Task goal
Return all lines of the data in which the string "Filippo" occurs.

Stored items
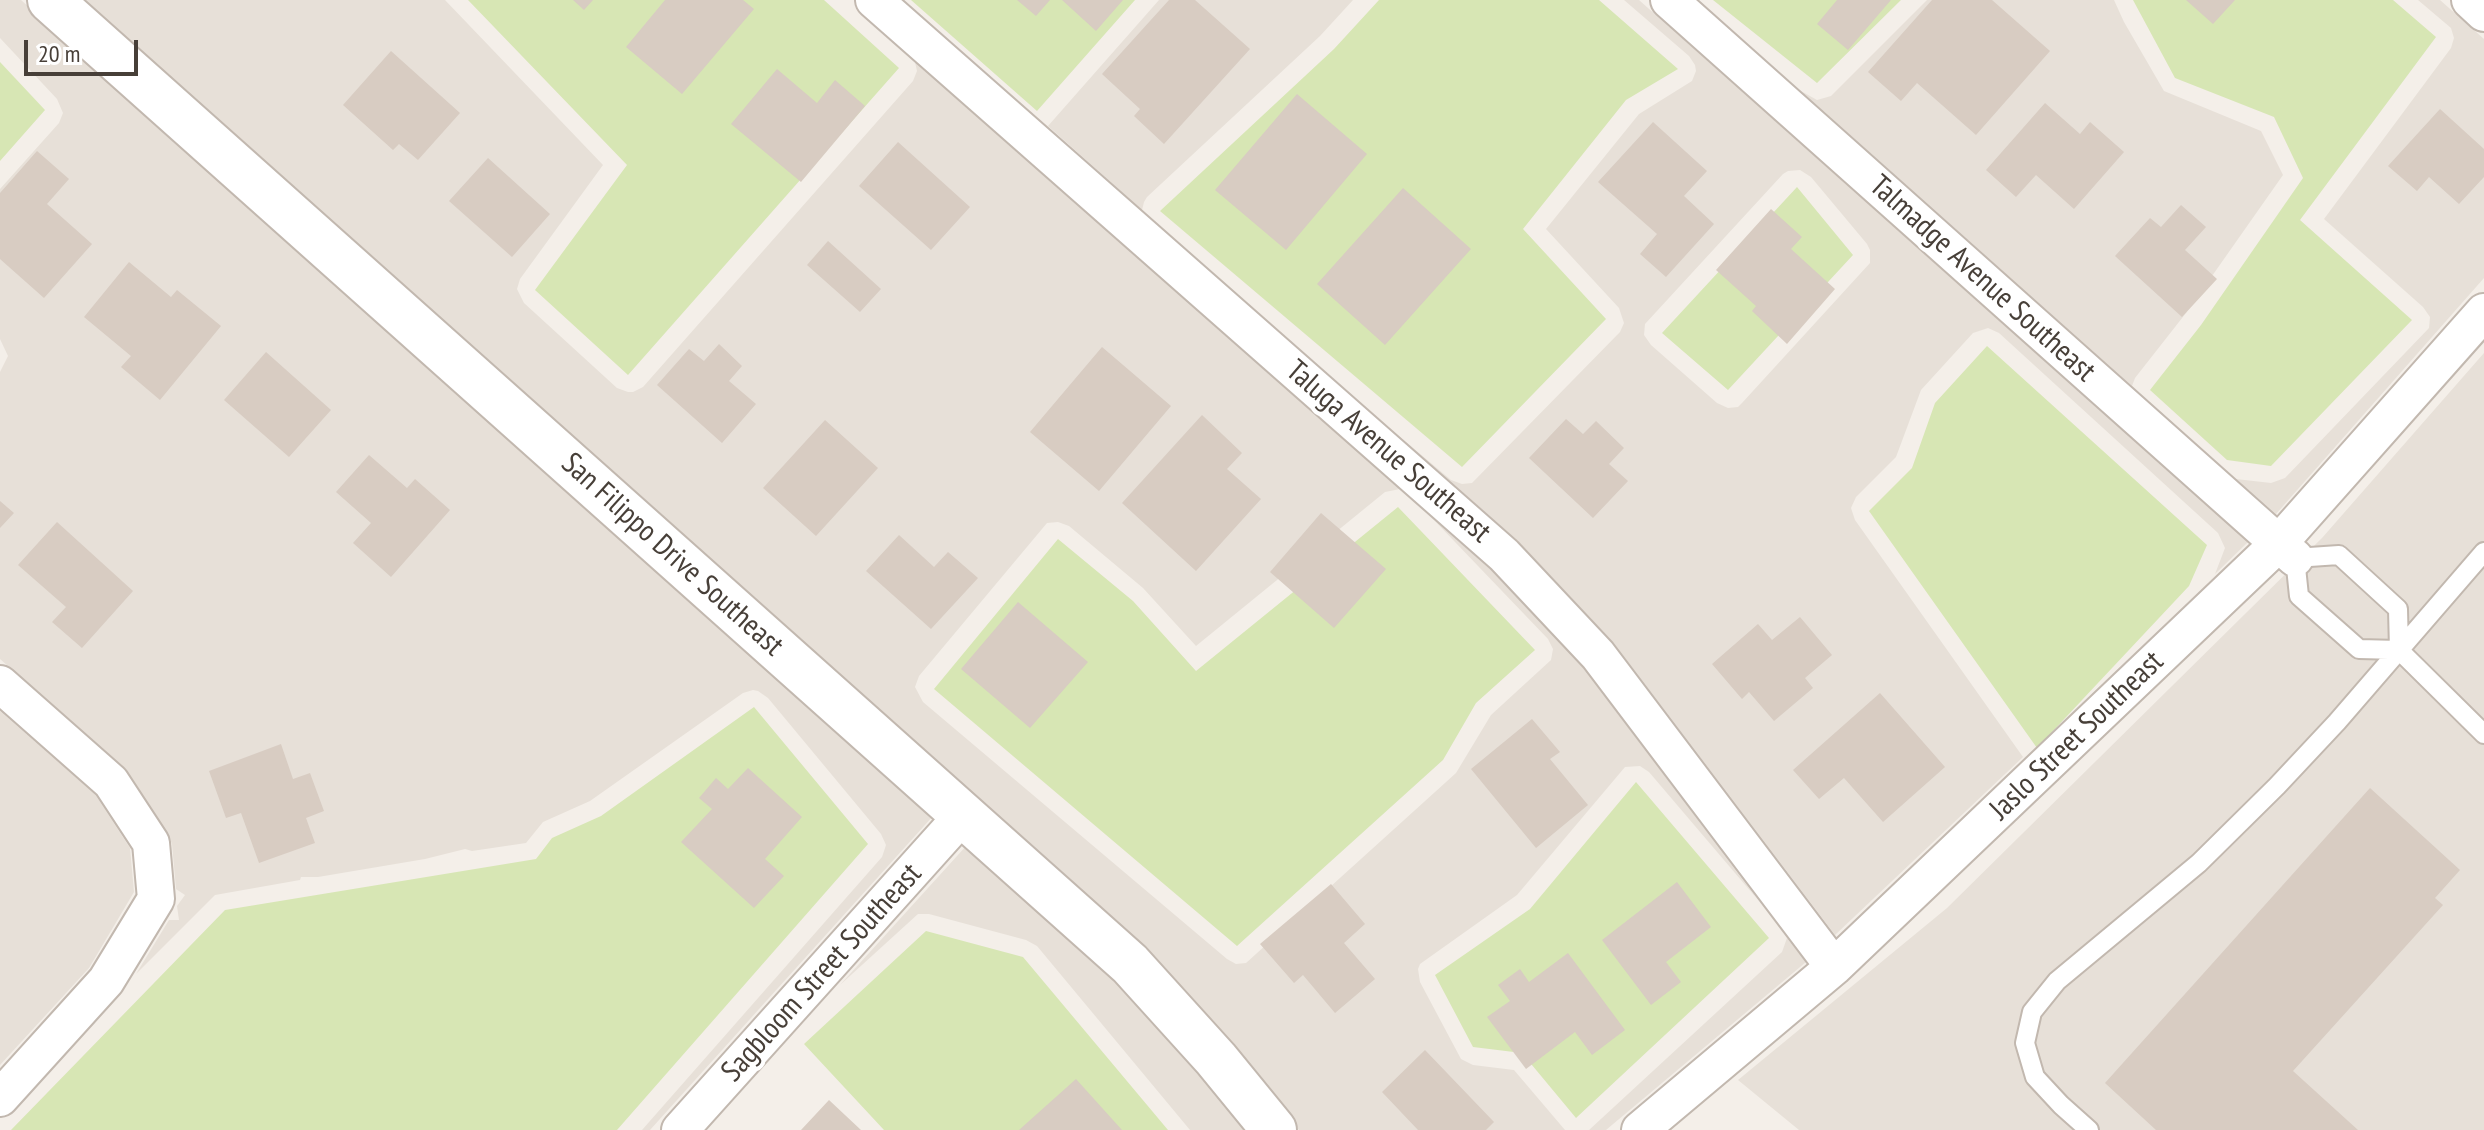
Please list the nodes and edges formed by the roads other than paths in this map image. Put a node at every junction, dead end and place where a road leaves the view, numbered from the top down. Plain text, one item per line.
1 (50, 0) edge
2 (874, 0) edge
3 (1669, 0) edge
4 (2470, 0) edge
5 (2484, 13) edge
6 (2484, 312) edge
7 (2287, 550) junction
8 (2484, 552) edge
9 (2399, 650) junction
10 (0, 684) edge
11 (2484, 734) edge
12 (963, 815) junction
13 (1834, 967) junction
14 (0, 1098) edge
15 (680, 1130) edge
16 (1274, 1130) edge
17 (1640, 1130) edge
18 (2089, 1130) edge

1 - 12 street, San Filippo Drive Southeast
2 - 13 street, Taluga Avenue Southeast
3 - 7 street, Talmadge Avenue Southeast
4 - 5 street
6 - 7 street, Jaslo Street Southeast
7 - 9 lane
7 - 9 lane
7 - 13 street, Jaslo Street Southeast
8 - 9 lane
9 - 11 lane
9 - 18 lane
10 - 14 street
12 - 15 street, Sagbloom Street Southeast
12 - 16 street, San Filippo Drive Southeast
13 - 17 street, Jaslo Street Southeast

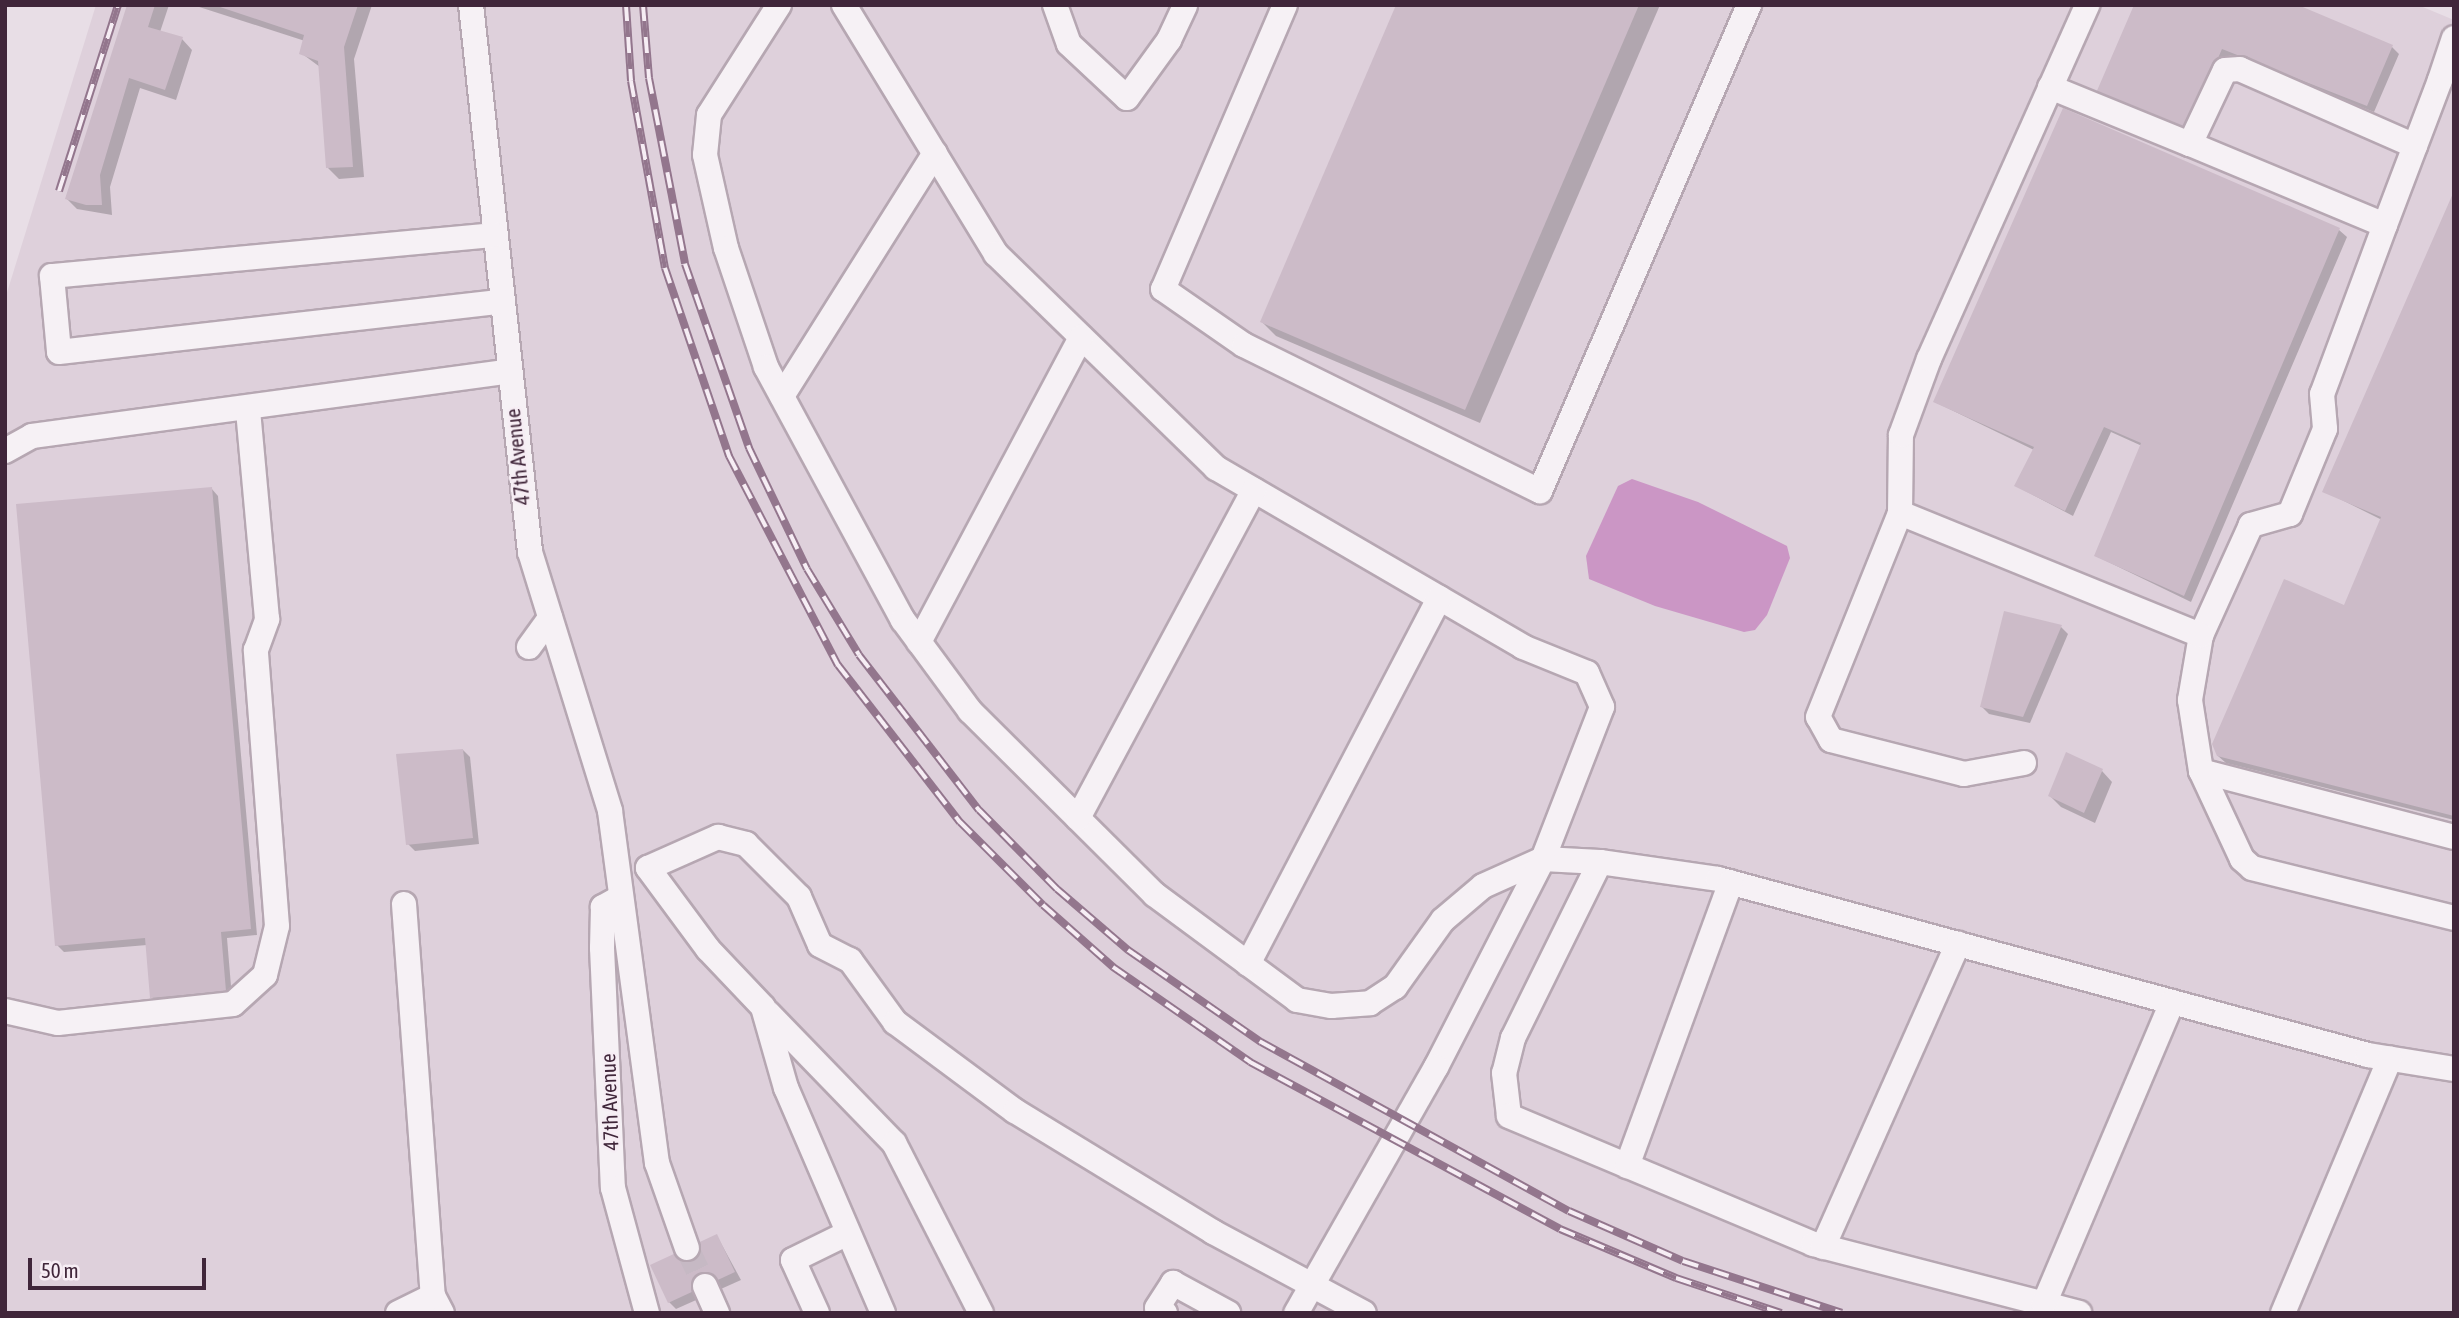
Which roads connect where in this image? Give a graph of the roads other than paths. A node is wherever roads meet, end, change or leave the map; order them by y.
1 (471, 5) edge
2 (779, 5) edge
3 (844, 5) edge
4 (1055, 5) edge
5 (1185, 5) edge
6 (1285, 5) edge
7 (1749, 5) edge
8 (2087, 5) edge
9 (2454, 38) edge
10 (2447, 83) edge
11 (2050, 87) junction
12 (2190, 144) junction
13 (2415, 146) junction
14 (934, 153) junction
15 (2385, 225) junction
16 (494, 235) junction
17 (501, 302) junction
18 (1081, 337) junction
19 (508, 372) junction
20 (782, 396) junction
21 (248, 409) junction
22 (5, 451) edge
23 (1254, 490) junction
24 (1900, 513) junction
25 (1438, 598) junction
26 (550, 618) junction
27 (2201, 635) junction
28 (919, 642) junction
29 (529, 647) dead end
30 (2024, 763) dead end
31 (2200, 771) junction
32 (1078, 818) junction
33 (2454, 836) edge
34 (1542, 859) junction
35 (1600, 862) junction
36 (648, 868) junction
37 (619, 871) junction
38 (1731, 882) junction
39 (621, 897) junction
40 (404, 904) dead end
41 (2454, 918) edge
42 (1958, 944) junction
43 (1248, 964) junction
44 (2172, 1002) junction
45 (763, 1007) junction
46 (5, 1011) edge
47 (2390, 1059) junction
48 (2454, 1069) edge
49 (1626, 1166) junction
50 (846, 1234) junction
51 (1824, 1247) junction
52 (687, 1248) tunnel mouth
53 (1312, 1285) junction
54 (705, 1286) tunnel mouth
55 (437, 1304) edge
56 (2043, 1304) junction
57 (398, 1313) edge
58 (647, 1313) edge
59 (717, 1313) edge
60 (817, 1313) edge
61 (883, 1313) edge
62 (981, 1313) edge
63 (1165, 1313) edge
64 (1228, 1313) edge
65 (1296, 1313) edge
66 (1364, 1313) edge
67 (2080, 1313) edge
68 (2283, 1313) edge

1 - 16 street, 47th Avenue
2 - 20 street
3 - 14 street
4 - 5 street
6 - 7 street
8 - 11 street
9 - 10 street
10 - 13 street
11 - 12 street
11 - 24 street
12 - 13 street
12 - 15 street
13 - 15 street
14 - 18 street
14 - 20 street
15 - 27 street
16 - 17 street, 47th Avenue
16 - 17 street
17 - 19 street, 47th Avenue
18 - 23 street
18 - 28 street
19 - 21 street
19 - 26 street, 47th Avenue
20 - 28 street
21 - 22 street
21 - 46 street
23 - 25 street
23 - 32 street
24 - 27 street
24 - 30 street
25 - 34 street
25 - 43 street
26 - 29 street
26 - 37 street, 47th Avenue
27 - 31 street
28 - 32 street
31 - 33 street
31 - 41 street
32 - 43 street
34 - 35 street
34 - 43 street
34 - 53 street
35 - 38 street
35 - 49 street
36 - 37 street
36 - 45 street
36 - 53 street
37 - 39 street, 47th Avenue
38 - 42 street
38 - 49 street
39 - 52 street, 47th Avenue
39 - 58 street, 47th Avenue
40 - 55 street
42 - 44 street
42 - 51 street
44 - 47 street
44 - 56 street
45 - 50 street
45 - 62 street
47 - 48 street
47 - 68 street
49 - 51 street
50 - 60 street
50 - 61 street
51 - 56 street
53 - 65 street
53 - 66 street
54 - 59 street
55 - 57 street
56 - 67 street
63 - 64 street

Exercise response
1 - 12 street, San Filippo Drive Southeast
12 - 16 street, San Filippo Drive Southeast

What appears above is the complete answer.